> DATA FOR THIS TASK:
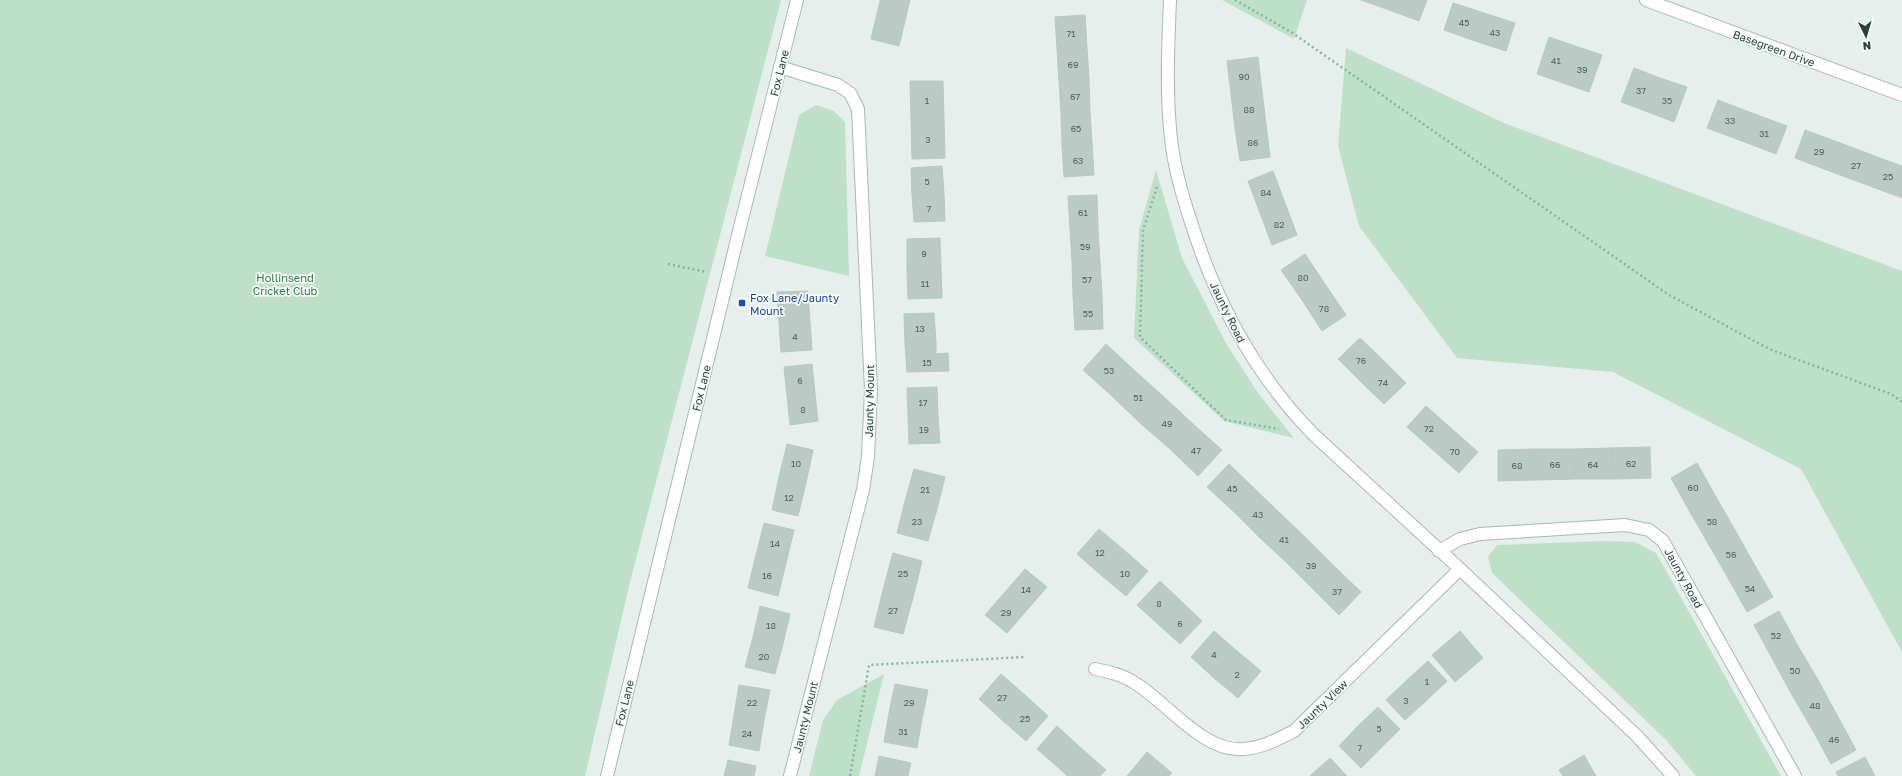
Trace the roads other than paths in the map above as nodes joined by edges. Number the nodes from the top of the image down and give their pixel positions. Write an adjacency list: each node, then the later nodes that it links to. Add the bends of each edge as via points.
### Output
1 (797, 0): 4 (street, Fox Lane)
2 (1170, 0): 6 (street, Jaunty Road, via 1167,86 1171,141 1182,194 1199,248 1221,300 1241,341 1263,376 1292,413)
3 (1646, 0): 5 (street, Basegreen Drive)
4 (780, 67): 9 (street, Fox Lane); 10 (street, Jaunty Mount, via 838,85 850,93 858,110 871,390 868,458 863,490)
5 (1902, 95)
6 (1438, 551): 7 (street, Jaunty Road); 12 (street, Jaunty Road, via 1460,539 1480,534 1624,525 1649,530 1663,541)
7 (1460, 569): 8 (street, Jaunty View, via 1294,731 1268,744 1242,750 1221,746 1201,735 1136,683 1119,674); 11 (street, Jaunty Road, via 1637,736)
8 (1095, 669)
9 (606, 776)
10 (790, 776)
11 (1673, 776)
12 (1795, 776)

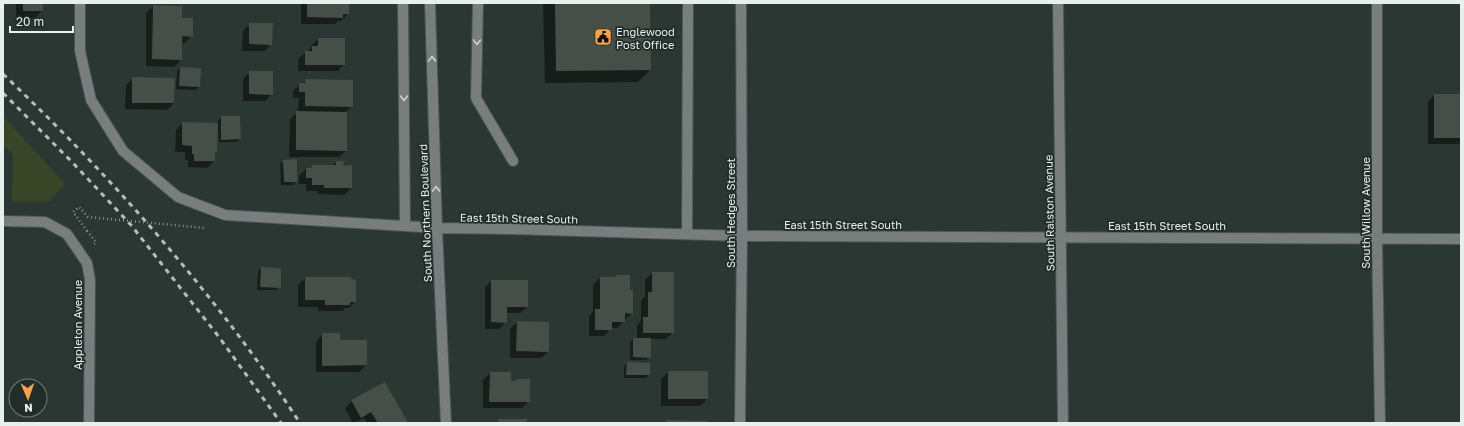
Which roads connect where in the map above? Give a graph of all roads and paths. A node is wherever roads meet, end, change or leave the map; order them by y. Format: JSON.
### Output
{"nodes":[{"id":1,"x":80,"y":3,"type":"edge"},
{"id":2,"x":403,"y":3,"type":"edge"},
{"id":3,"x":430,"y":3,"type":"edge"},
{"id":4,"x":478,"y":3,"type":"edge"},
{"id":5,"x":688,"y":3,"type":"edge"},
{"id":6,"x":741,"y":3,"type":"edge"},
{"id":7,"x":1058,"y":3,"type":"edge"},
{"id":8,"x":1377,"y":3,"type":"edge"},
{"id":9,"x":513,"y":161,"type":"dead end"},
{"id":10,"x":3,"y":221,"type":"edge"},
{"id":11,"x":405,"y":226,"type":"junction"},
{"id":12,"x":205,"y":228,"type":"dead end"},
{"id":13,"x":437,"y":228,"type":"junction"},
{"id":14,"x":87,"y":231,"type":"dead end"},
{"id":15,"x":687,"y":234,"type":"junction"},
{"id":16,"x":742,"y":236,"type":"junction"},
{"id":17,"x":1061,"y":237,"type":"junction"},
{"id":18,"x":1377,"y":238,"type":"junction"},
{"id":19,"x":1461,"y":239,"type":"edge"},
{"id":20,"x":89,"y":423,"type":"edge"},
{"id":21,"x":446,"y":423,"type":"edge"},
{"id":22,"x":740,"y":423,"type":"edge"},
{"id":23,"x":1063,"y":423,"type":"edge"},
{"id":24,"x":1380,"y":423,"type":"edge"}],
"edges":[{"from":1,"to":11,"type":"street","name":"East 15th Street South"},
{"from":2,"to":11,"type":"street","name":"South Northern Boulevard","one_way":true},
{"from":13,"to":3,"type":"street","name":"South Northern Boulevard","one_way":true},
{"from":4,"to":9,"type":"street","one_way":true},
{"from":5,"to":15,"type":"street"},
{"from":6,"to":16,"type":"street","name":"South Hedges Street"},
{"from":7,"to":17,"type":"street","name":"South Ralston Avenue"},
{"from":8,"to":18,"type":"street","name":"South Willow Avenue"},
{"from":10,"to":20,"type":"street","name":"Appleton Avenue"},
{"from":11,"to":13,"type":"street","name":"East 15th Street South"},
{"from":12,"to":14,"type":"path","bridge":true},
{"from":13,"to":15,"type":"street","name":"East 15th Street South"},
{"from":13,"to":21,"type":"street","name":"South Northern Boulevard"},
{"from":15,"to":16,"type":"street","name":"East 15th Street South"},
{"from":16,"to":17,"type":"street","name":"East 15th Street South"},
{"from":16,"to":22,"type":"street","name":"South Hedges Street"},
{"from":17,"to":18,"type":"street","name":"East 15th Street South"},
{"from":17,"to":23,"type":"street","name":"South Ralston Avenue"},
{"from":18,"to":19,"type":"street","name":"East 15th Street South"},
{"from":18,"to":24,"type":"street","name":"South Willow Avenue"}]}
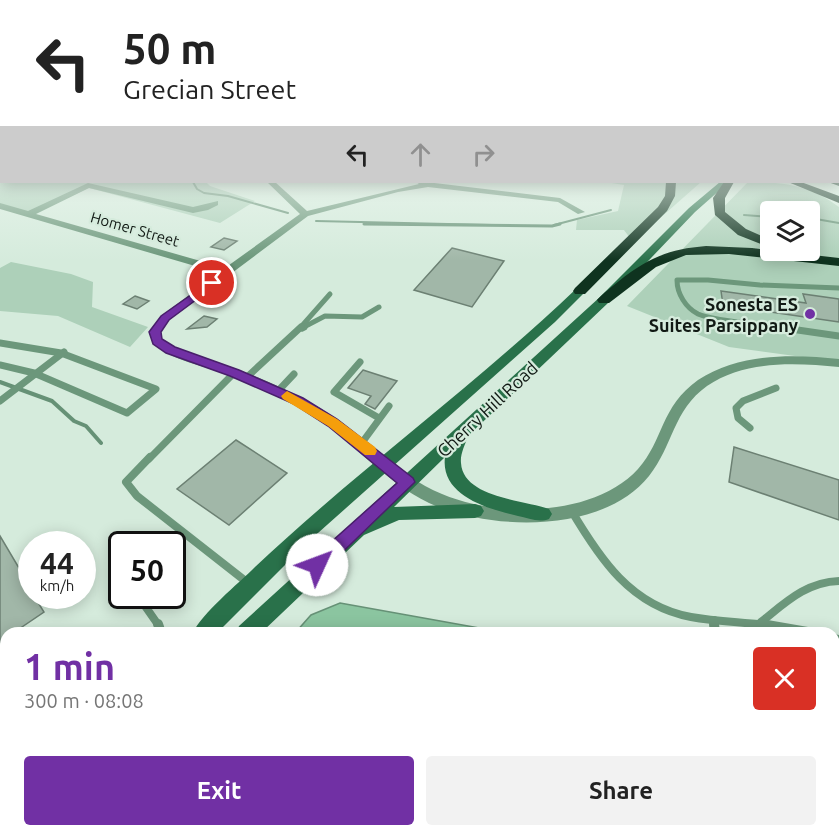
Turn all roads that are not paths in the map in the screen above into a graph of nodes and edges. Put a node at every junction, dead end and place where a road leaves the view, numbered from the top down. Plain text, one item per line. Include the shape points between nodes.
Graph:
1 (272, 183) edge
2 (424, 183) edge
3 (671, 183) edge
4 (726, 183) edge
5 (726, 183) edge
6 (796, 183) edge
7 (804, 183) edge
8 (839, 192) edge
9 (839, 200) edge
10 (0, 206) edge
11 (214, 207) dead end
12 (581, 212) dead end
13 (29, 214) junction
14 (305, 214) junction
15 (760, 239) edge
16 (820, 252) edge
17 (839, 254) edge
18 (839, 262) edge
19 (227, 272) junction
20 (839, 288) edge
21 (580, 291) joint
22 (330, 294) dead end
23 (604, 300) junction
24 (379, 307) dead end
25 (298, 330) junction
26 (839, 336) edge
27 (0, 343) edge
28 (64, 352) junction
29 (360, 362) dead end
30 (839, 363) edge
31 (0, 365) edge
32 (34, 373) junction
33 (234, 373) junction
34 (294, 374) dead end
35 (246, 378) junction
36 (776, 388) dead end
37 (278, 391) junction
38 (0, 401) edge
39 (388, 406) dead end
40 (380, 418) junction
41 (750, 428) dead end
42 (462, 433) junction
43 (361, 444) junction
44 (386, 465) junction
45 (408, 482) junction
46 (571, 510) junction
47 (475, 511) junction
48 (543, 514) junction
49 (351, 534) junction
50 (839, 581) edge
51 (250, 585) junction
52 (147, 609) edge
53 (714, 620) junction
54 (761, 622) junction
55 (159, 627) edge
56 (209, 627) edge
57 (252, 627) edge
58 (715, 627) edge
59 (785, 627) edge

> WHAT IS BEING ASKED:
Please state how many lines of the material above include the word "Avenue"; the number is the whole answer.

> RESPONSE:
5